What comes to mind when you hear the term conservation? Petitions, polar bears, politicians, researchers? David Attenborough? Did heavy equipment tearing up a rainforest floor come to mind? Unlikely. Nestled deep within our earth’s largest temperate rainforest- conservation takes unique form.

This summer, the Sitkoh River Restoration Project mobilized a team of heavy equipment operators on the Tongass National Forest of Southeast Alaska. The US Forest Service, Trout Unlimited, Sitka Conservation Society and the Alaska Department of Fish and Game raised $318,000 and hired Aqua Terra Restoration to repair critical salmon spawning habitat damaged by clearcut logging in the 1970s. Logging adjacent to the river banks left the Sitkoh without adequate erosion control and the fallen timber salmon need. Dump trucks, chainsaws, and excavators converted blueprints and years of planning into wooden structures and a redirected riverbed that will return healthy fish habitat and stability to this damaged system.

Salmon habitat restoration is relatively new to the Tongass and constitutes a key part of the Forest Service’s transition from old-growth logging to young-growth management, forest restoration, and investment in other industries-such as fishing and tourism. Across the forest, similar river and stream restoration projects are in various stages or have been completed with great success. Multiyear, complex, and dependent on powerful partnerships this rich form of salmon habitat restoration is by no means easy. However, in a land where salmon are lifeblood to both ecosystems and residents, protection of this critical resource is absolutely vital.
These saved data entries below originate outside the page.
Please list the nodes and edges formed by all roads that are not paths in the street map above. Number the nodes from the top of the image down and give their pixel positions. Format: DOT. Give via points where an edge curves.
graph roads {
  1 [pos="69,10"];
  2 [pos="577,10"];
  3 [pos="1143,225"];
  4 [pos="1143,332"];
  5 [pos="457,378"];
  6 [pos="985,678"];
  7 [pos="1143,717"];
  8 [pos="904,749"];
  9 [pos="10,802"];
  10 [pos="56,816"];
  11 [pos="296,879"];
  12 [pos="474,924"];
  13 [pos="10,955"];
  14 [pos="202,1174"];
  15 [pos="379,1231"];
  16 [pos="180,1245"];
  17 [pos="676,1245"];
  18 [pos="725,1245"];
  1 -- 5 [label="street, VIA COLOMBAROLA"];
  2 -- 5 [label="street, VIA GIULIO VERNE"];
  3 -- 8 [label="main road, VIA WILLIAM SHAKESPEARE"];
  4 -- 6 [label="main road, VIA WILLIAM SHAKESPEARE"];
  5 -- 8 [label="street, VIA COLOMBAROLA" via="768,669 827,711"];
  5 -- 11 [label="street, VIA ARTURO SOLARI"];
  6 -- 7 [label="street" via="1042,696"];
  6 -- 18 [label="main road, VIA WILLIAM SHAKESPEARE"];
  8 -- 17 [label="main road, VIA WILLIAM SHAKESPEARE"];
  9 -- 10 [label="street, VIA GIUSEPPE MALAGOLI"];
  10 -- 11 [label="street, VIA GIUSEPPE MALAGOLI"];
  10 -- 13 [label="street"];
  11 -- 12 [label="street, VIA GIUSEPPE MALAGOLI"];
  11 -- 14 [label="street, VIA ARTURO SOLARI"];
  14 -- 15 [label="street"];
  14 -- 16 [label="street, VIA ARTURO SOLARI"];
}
Habitat restoration benefits fish, fish-dependent ecosystems, and fish-dependent economies. It also provides career opportunities to skilled ecologists and equipment operators passionate about safeguarding our environment- people who prefer hardhats to suits, the company of bears to water cooler gossip and all in all want to build something good for our earth as opposed to something that’s only good for industry.

There are over 70 damaged salmon-producing watersheds on the Tongass and the Forest Service estimates $100 million dollars are needed to repair them. Salmon and trout alone contribute more than $1 billion to Southeast Alaska’s economy and employ some 7,300 people. It is critical that salmon become the top management priority of our country’s largest national forest; managing for salmon employs restoration workers on the ground, benefits local subsistence and the fishing industry, and conserves salmon-dependent rainforest ecosystems.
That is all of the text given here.